Bitcoin and other major cryptocurrencies plunged sharply on Friday, November 22, triggering widespread fear across markets. This sudden sell-off hit many altcoins hard and left investors scrambling to assess the damage and causes behind the dramatic losses.

Facts and Figures

For the first time in about six months, the combined cryptocurrency market capitalization fell below $200 billion. Bitcoin also slid to its lowest level in six months, contributing significantly to the overall market decline.

Market observers called it one of the worst days for cryptocurrencies in the past two months. The Bitcoin Fear & Greed Index registered “extreme fear,” reflecting the gloomy sentiment that dominated trading floors and social channels.

Bitcoin bore the brunt of the initial sell-off, but the panic quickly spread across the sector.

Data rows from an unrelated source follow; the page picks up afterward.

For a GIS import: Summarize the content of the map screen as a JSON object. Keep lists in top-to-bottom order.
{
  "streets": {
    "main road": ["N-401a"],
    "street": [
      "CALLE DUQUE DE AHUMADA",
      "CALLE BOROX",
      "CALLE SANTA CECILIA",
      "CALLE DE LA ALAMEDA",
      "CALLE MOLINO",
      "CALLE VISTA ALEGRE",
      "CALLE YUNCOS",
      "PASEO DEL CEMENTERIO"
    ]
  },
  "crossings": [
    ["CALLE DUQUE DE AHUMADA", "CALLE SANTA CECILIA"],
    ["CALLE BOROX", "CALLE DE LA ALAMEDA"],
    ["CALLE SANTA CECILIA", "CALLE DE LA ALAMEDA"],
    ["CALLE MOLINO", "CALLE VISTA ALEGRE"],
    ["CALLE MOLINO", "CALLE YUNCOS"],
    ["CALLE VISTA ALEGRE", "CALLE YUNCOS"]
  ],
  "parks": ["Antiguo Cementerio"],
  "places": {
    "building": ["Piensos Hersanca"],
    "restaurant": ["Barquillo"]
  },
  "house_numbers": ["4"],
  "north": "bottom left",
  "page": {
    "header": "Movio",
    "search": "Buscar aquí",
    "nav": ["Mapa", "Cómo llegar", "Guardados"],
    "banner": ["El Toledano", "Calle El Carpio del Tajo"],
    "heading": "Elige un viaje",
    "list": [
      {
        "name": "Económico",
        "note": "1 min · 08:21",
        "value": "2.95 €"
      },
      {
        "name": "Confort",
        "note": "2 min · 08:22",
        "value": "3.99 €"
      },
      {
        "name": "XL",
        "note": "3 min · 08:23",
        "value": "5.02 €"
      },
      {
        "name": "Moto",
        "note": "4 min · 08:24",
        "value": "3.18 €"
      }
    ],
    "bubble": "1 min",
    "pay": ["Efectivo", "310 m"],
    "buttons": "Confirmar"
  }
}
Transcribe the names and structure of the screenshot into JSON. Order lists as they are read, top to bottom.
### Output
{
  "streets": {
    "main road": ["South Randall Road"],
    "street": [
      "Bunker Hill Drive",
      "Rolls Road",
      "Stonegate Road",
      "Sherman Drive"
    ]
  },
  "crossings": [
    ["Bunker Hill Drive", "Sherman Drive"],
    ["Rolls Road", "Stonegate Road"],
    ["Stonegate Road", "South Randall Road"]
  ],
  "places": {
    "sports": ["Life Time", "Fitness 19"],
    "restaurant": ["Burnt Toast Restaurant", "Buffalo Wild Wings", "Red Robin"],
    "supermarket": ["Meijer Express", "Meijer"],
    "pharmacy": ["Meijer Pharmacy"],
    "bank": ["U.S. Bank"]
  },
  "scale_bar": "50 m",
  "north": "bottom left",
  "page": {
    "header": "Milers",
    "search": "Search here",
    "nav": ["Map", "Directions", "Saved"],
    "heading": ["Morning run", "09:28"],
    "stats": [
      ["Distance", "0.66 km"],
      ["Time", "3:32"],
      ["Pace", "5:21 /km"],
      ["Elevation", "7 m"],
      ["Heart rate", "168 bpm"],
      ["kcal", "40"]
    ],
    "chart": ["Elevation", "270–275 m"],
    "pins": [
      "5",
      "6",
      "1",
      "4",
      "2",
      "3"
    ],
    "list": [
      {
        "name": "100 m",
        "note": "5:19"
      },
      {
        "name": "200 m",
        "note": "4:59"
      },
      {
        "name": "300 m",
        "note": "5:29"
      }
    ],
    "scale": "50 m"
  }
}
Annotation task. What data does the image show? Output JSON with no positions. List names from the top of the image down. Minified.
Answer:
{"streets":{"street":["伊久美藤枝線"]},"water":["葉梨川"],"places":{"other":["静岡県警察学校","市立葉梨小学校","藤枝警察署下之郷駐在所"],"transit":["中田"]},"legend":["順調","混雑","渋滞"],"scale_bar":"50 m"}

In just 14 hours, the total market cap for cryptocurrencies dropped by roughly $28 billion as investors exited positions.

At its lowest point during the crash, the cumulative value of traded cryptocurrencies fell to about $190 billion — a level not seen since the end of the crypto winter in early May. By the time this article was written, the market had recovered somewhat, rising above $196 billion.

Bitcoin briefly dipped under $7,000, reaching a six-month low near $6,875 before recovering to around $7,227 at the time of writing. The price decline occurred alongside heavy trading volumes, indicating intense selling pressure.

Ethereum (ETH) fell below $150, its weakest point since April, while other coins such as Litecoin (LTC) and Bitcoin Cash (BCH) also recorded notable declines.

What Caused the Crash?

The downward momentum appears to have been sparked by reports that a Binance office in China had been raided and temporarily shut down. Those reports quickly spread online and triggered panic among traders. Binance later denied that the raid or a Shanghai office closure took place, clarifying that it does not maintain the offices that were alleged to have been shut.

Separately, Chinese authorities have intensified warnings about a renewed crackdown on cryptocurrency trading. Officials reportedly identified 39 exchanges operating illegally, raising concerns that regulatory actions in China could weigh heavily on prices going forward.

Bitcoin’s intrinsic volatility means forecasts for its future value vary widely. This episode underscores the market’s sensitivity to regulatory news and rumor, and it highlights how rapidly sentiment can shift. Investors should expect continued swings as the crypto market digests evolving regulatory signals and other developments.